Text reads: The Mysteries of Life with Tim and Moby

Tim arrives home.

TIM: Oh boy! Can't wait to watch the new Hobbit movie while live-blogging my moment-to-moment reactions.

Tim races upstairs to his room.

TIM: Moby, I need my laptop and my-- Great Scott!

Moby has dismantled a computer and looks confused.

TIM: Ugh. Is the laptop in there?

Moby picks up a circuit board.

MOBY: Beep.

TIM: But, why?

Moby hands Tim a letter.

TIM: I should have known.

Tim reads from the typed letter.

TIM: Dear Tim and Moby, my phone can do pretty much everything my tablet and laptop can. What's the difference between all of this stuff? From, Megan. Yeah, there's a lot of overlap between these devices. From phones to desktops and everything in between, they're all personal computers.

Images show a phone, desktop, smart watch, laptop, and tablet.

TIM: That means they're designed for single users, and they can each do lots of different things.

MOBY: Beep?

TIM: The building block for all these machines is this little guy. It's a transistor, which is a special kind of electric switch.

An image shows a transistor.

TIM: Instead of an on and off position, transistors have low and high. These two positions can be used as a code to represent numbers, words, pictures, anything.

An animation shows the low and high positions. Images show a number, the word Tim, and a camera.

TIM: The code is called binary, and it's usually shown as 0s and 1s. Each 0 and 1 is known as a bit, the basic unit of binary information. It takes twenty-four bits to spell out "Tim."

An animation shows combinations of 0s and 1s to represent each letter of "Tim."

TIM: And about twenty-four million to encode a three-minute song.

MOBY: Beep?

TIM: Yup, but a computer's hardware contains billions of transistors! So it can easily process that information.

An animation shows rows of transistors.

MOBY: Beep?

TIM: Hardware is all this stuff, the physical components of a computer. The programs and files are called software.

Side by side images show hardware components like memory chips and a motherboard and software icons like video, audio, apps, files, and games.

TIM: Software is basically lists of instructions telling all those transistors what to do.

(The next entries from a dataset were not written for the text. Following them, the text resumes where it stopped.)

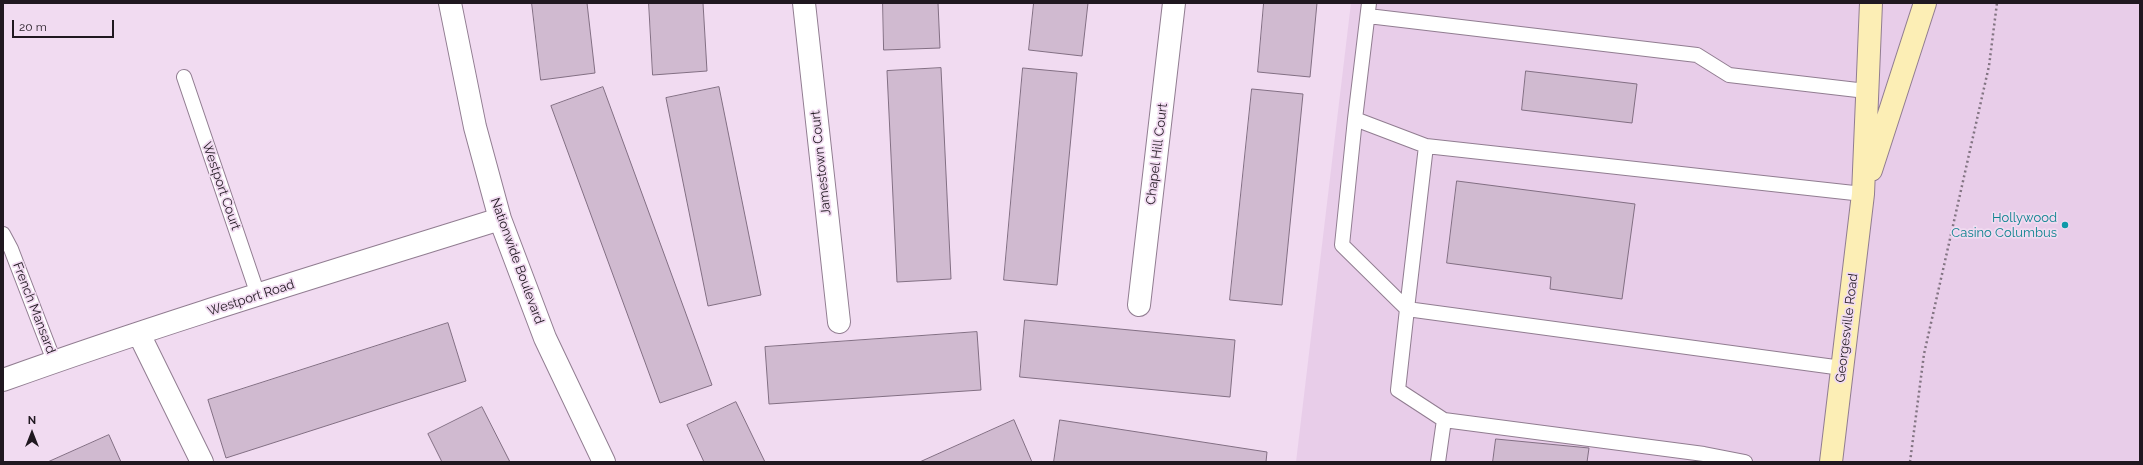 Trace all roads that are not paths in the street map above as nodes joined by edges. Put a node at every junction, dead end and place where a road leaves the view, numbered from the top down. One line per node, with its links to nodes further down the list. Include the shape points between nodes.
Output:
1 (450, 3): 12 (street, Nationwide Boulevard, via 475,127)
2 (804, 3): 17 (street, Jamestown Court)
3 (1174, 3): 15 (street, Chapel Hill Court)
4 (1871, 3): 8 (main road, Georgesville Road)
5 (1925, 3): 11 (main road, Georgesville Road)
6 (1368, 10): 8 (lane, via 1697,55 1729,75); 9 (lane)
7 (184, 77): 14 (lane, Westport Court)
8 (1866, 91): 11 (main road, Georgesville Road)
9 (1355, 118): 10 (lane); 16 (lane, via 1342,245)
10 (1426, 146): 11 (lane); 16 (lane)
11 (1863, 194): 20 (main road, Georgesville Road)
12 (500, 220): 14 (street, Westport Road); 25 (street, Nationwide Boulevard, via 545,338)
13 (3, 234): 19 (lane, French Mansard)
14 (258, 295): 18 (street, Westport Road)
15 (1139, 305)
16 (1407, 309): 20 (lane); 22 (lane, via 1398,390)
17 (839, 322)
18 (139, 334): 19 (street, Westport Road); 24 (street)
19 (54, 361): 21 (street, Westport Road)
20 (1842, 368): 28 (main road, Georgesville Road)
21 (3, 380)
22 (1444, 420): 23 (lane); 26 (lane)
23 (1704, 458): 27 (lane)
24 (202, 462)
25 (604, 462)
26 (1438, 462)
27 (1745, 462)
28 (1831, 462) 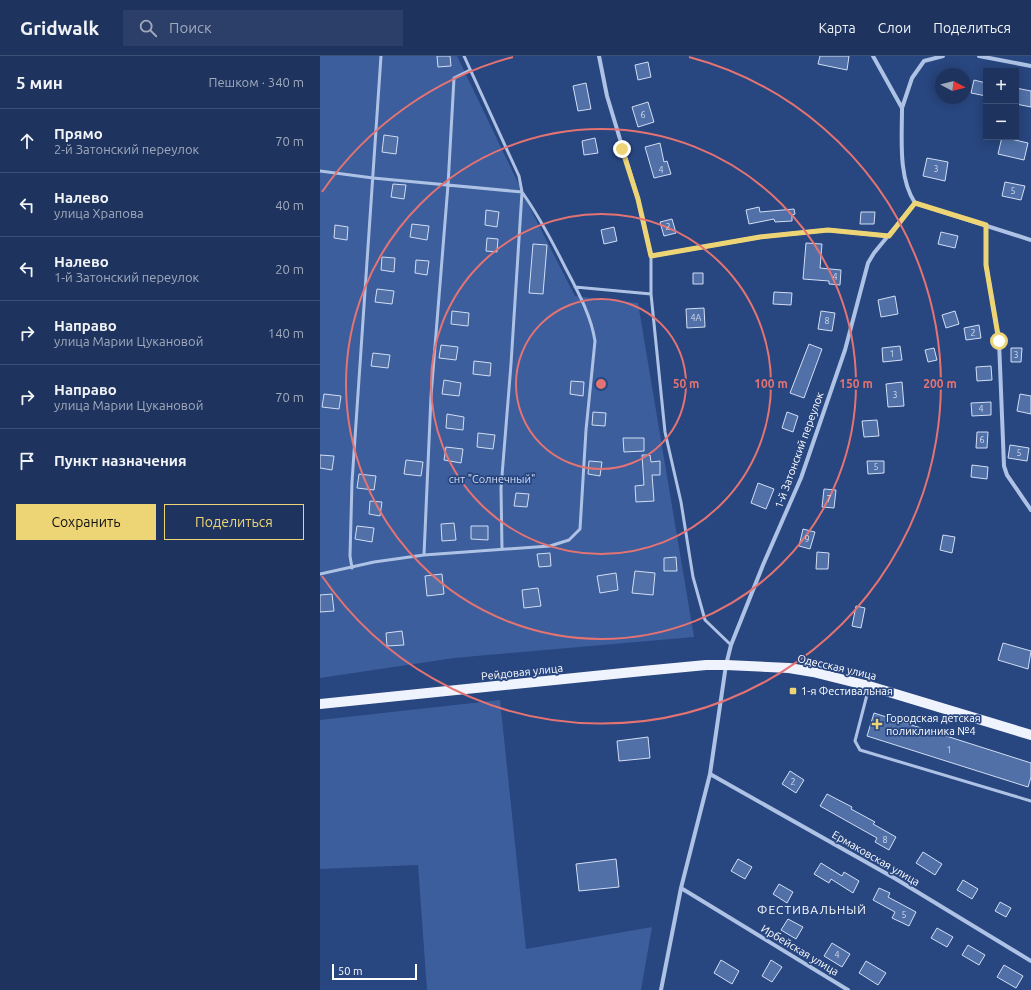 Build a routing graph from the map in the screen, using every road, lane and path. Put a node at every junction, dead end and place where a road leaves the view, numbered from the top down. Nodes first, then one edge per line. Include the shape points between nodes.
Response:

An animation shows a transistor surrounded by binary code.

TIM: To follow the instructions, all computers use the same basic hardware setup. First, they need processors, the brains of the operation. Processors interpret the instructions from the software. Computers need memory, to store software and keep track of open files. Input devices like keyboards and mice let us interact with the software. And output devices like monitors and printers show us what the software is up to.

Images show processors, memory chips, and input and output devices as Tim describes them.

Moby holds a motherboard.

MOBY: Beep?

TIM: Yup, all that hardware is connected through the motherboard.

Animations show the parts of the motherboard as Tim describes them.

TIM: It holds the main components of a computer in place. The printed metal pathways wire the hardware into one big circuit. Plug in a keyboard or a monitor, and they become part of that circuit.

An image shows a keyboard and monitor plugged into the motherboard.

MOBY: Beep.

TIM: Well those are just the main components. Everything you do on a computer depends on these and many smaller pieces working in harmony.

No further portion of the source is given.